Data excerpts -
........

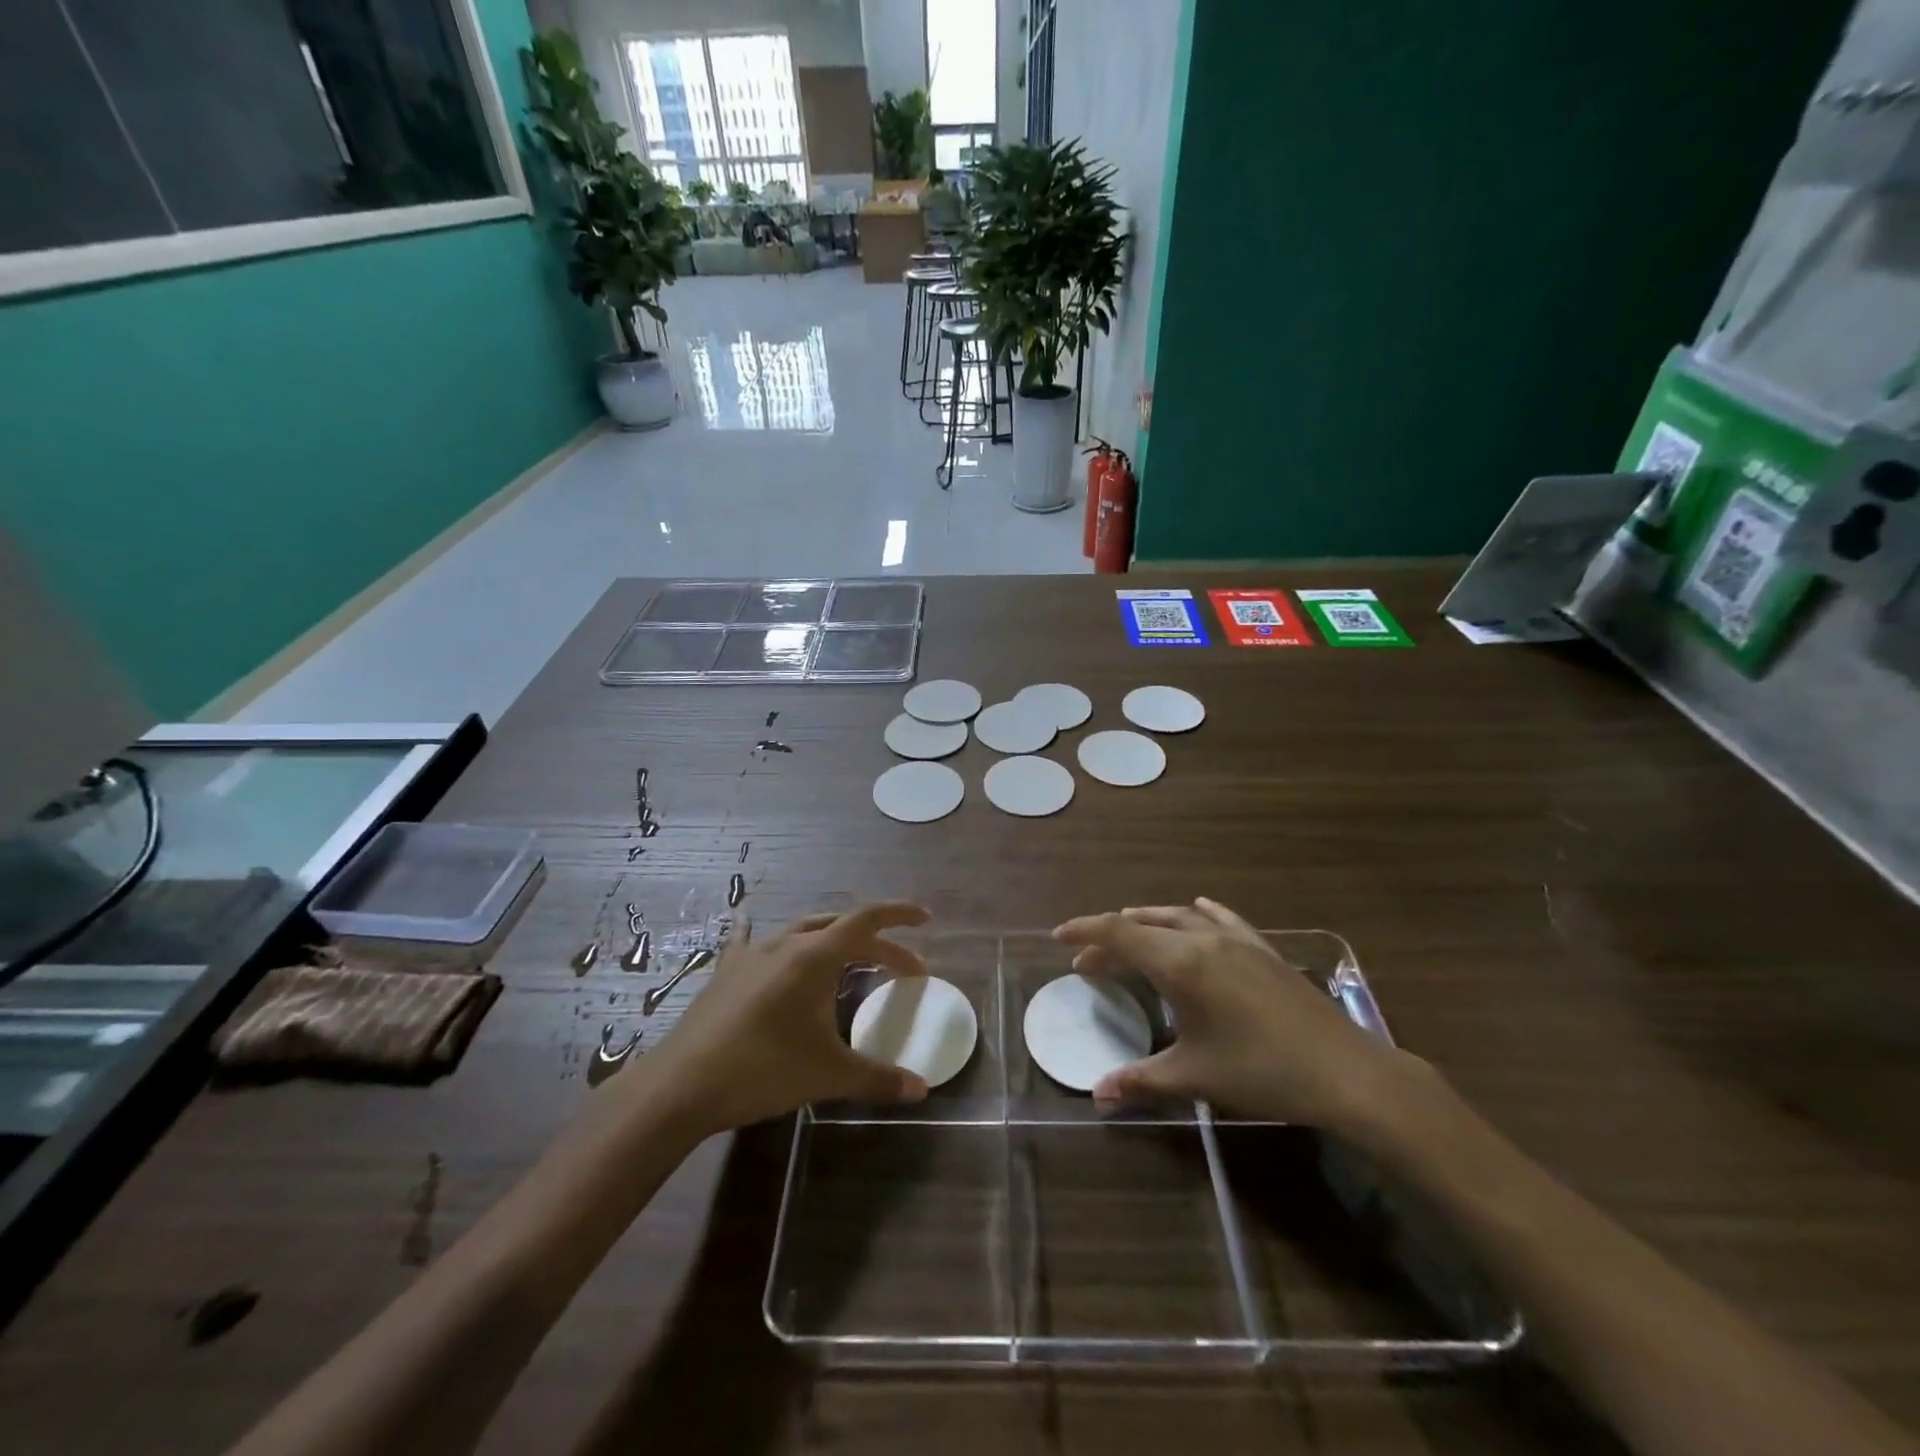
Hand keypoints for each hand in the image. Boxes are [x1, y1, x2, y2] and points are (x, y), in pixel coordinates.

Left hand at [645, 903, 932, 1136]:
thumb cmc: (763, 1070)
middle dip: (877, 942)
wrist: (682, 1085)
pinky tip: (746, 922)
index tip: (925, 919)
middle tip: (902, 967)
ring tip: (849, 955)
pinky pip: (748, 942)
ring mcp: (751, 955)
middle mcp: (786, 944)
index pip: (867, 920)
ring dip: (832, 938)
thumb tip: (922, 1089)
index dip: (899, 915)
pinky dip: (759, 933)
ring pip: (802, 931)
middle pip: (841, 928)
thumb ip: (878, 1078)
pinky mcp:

........

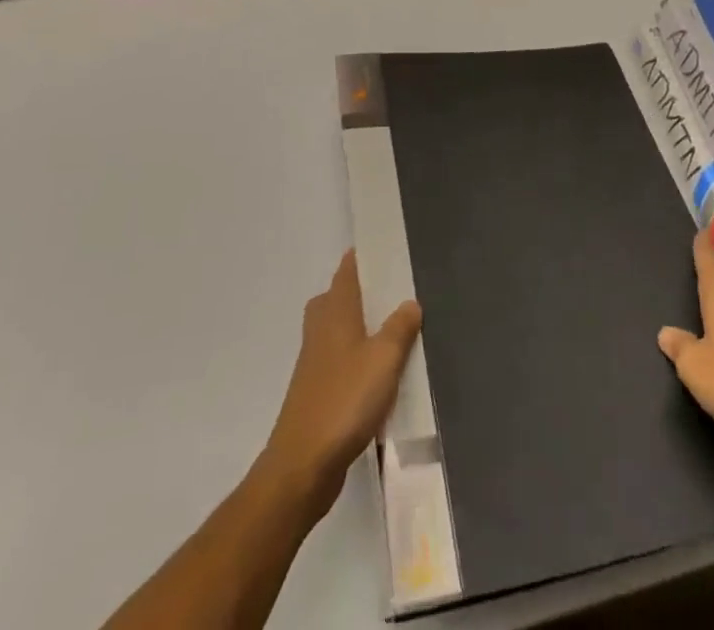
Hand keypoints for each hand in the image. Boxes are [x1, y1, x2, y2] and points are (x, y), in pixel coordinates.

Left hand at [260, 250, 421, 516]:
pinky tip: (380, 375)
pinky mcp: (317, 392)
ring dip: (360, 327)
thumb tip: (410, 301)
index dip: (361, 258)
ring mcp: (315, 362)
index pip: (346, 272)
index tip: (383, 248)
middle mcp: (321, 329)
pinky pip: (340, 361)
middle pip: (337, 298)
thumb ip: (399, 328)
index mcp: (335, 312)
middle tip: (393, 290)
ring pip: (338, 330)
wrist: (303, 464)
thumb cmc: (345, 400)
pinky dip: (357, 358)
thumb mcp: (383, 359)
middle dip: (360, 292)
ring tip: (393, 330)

........

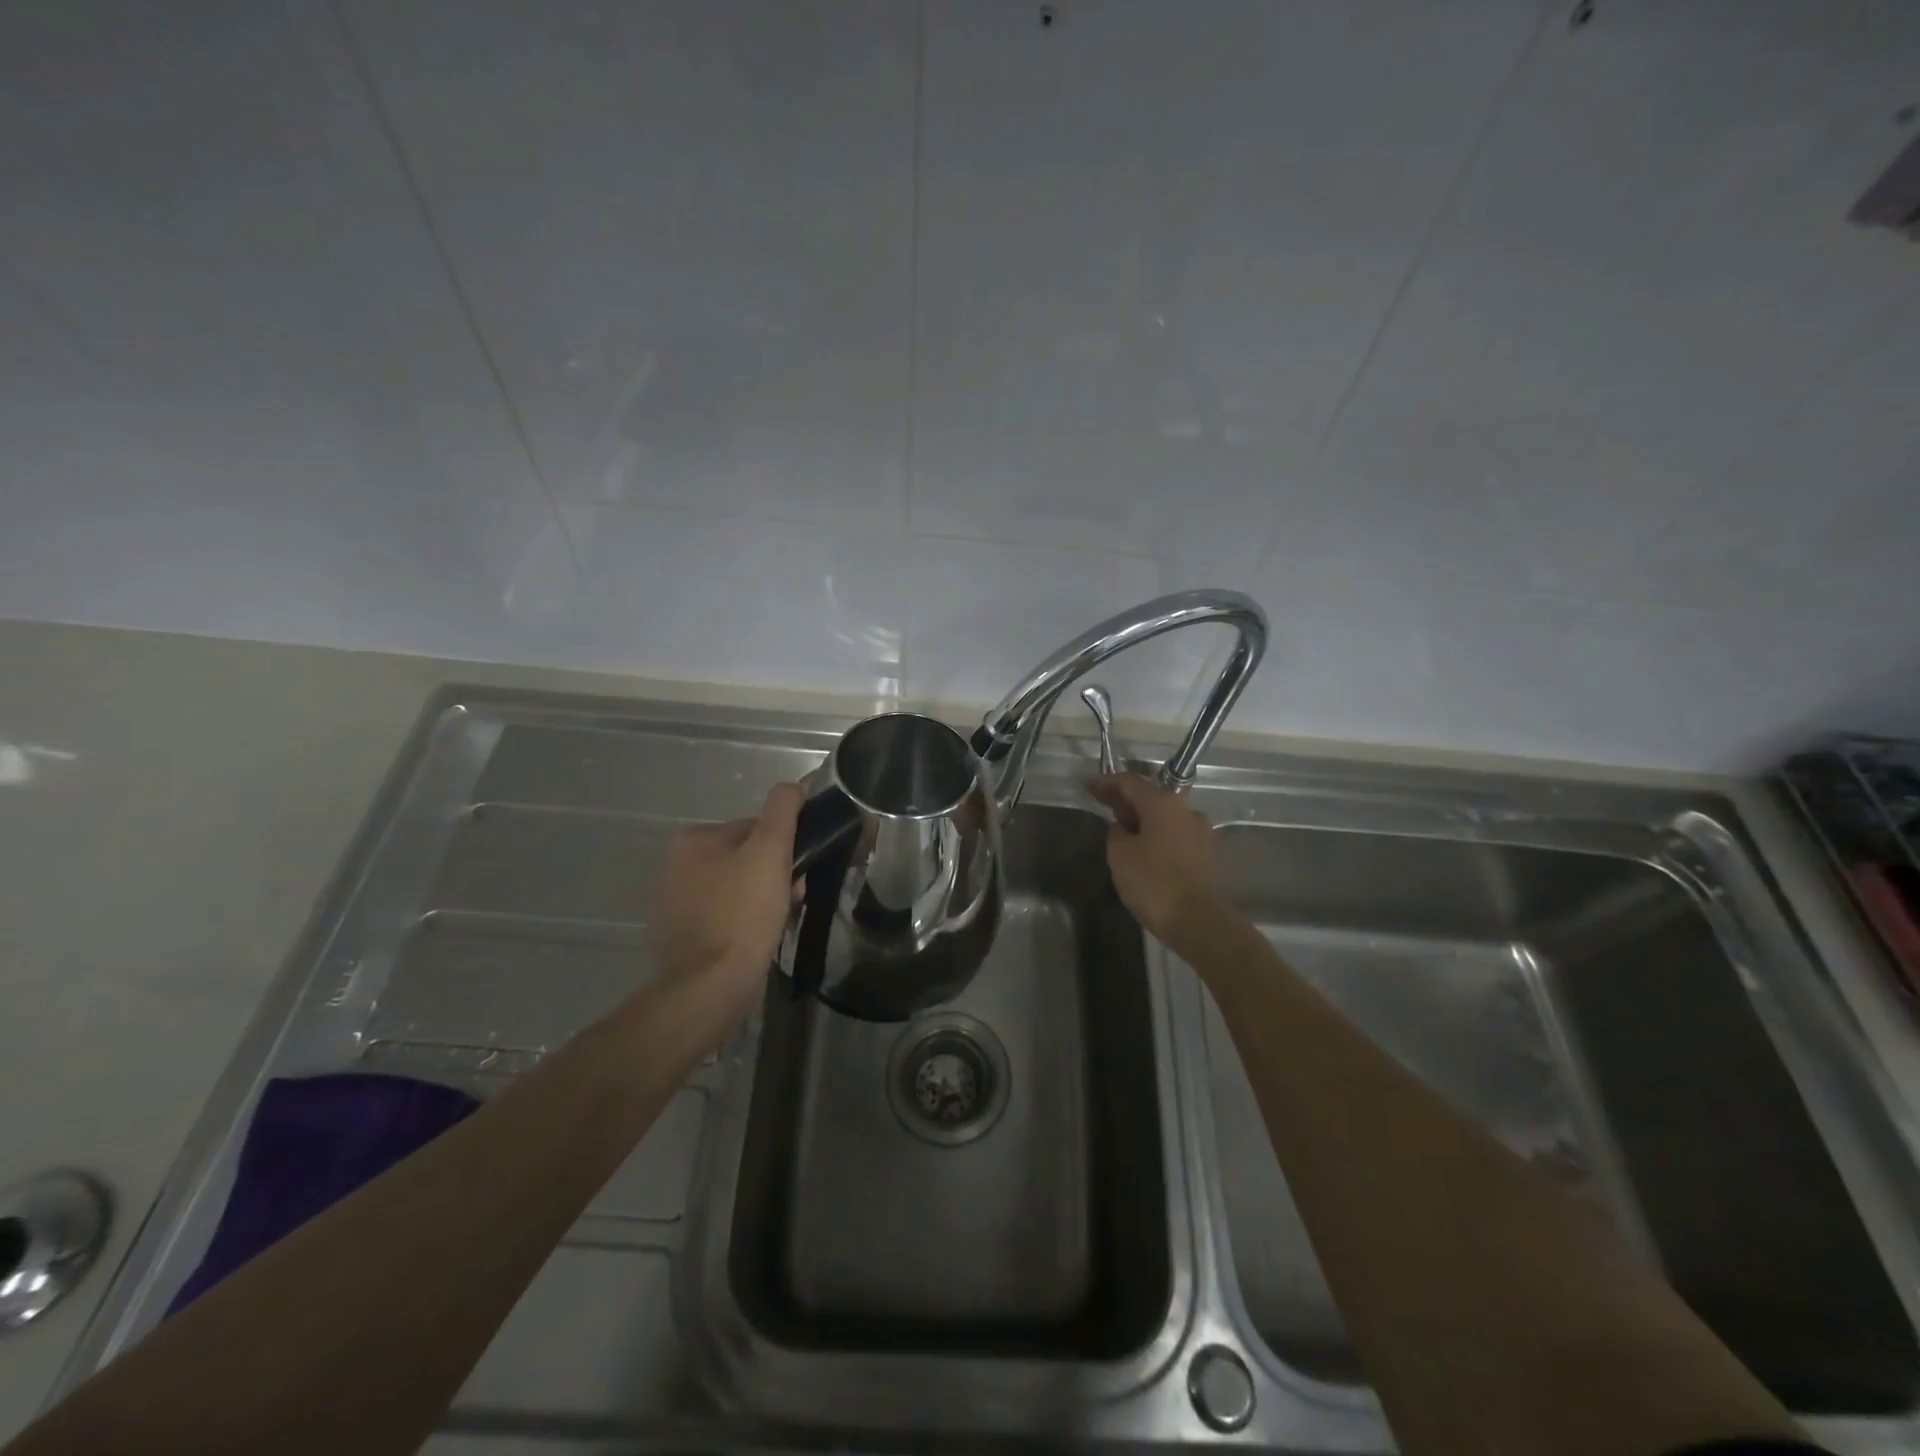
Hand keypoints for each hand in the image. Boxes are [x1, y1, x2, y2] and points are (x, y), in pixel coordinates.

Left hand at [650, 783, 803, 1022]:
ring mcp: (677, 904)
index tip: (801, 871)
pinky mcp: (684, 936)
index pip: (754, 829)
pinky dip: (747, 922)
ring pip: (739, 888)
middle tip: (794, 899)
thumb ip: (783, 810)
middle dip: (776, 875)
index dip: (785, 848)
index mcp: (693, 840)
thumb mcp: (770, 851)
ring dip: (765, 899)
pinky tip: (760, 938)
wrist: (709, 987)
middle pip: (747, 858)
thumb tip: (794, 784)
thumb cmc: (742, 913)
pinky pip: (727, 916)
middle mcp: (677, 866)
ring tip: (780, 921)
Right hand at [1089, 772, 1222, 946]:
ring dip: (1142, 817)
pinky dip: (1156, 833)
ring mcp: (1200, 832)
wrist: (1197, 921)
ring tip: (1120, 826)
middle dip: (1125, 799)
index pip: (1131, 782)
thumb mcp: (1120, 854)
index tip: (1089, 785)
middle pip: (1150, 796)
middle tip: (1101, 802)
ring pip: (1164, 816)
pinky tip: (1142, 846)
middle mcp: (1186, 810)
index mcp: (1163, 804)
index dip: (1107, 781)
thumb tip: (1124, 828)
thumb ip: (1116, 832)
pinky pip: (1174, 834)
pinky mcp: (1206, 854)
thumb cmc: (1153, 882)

........

All lines above between those holding "thumb cmc: (742, 913)" and "thumb cmc: (1153, 882)", inclusive, must be set down unchanged, and no other line may be included.

thumb cmc: (742, 913)
pinky pip: (727, 916)
middle mcp: (677, 866)
ring tip: (780, 921)
Right hand at [1089, 772, 1222, 946]:
ring dip: (1142, 817)
pinky dip: (1156, 833)
ring mcp: (1200, 832)
wrist: (1197, 921)
ring tip: (1120, 826)
middle dip: (1125, 799)
index pip: (1131, 782)
thumb mcp: (1120, 854)
index tip: (1089, 785)
middle pip: (1150, 796)
middle tip: (1101, 802)
ring pip: (1164, 816)
pinky tip: (1142, 846)
middle mcp: (1186, 810)
index mcp: (1163, 804)
index dip: (1107, 781)
thumb tip: (1124, 828)
thumb ip: (1116, 832)
pinky pip: (1174, 834)
pinky mcp: (1206, 854)
thumb cmc: (1153, 882)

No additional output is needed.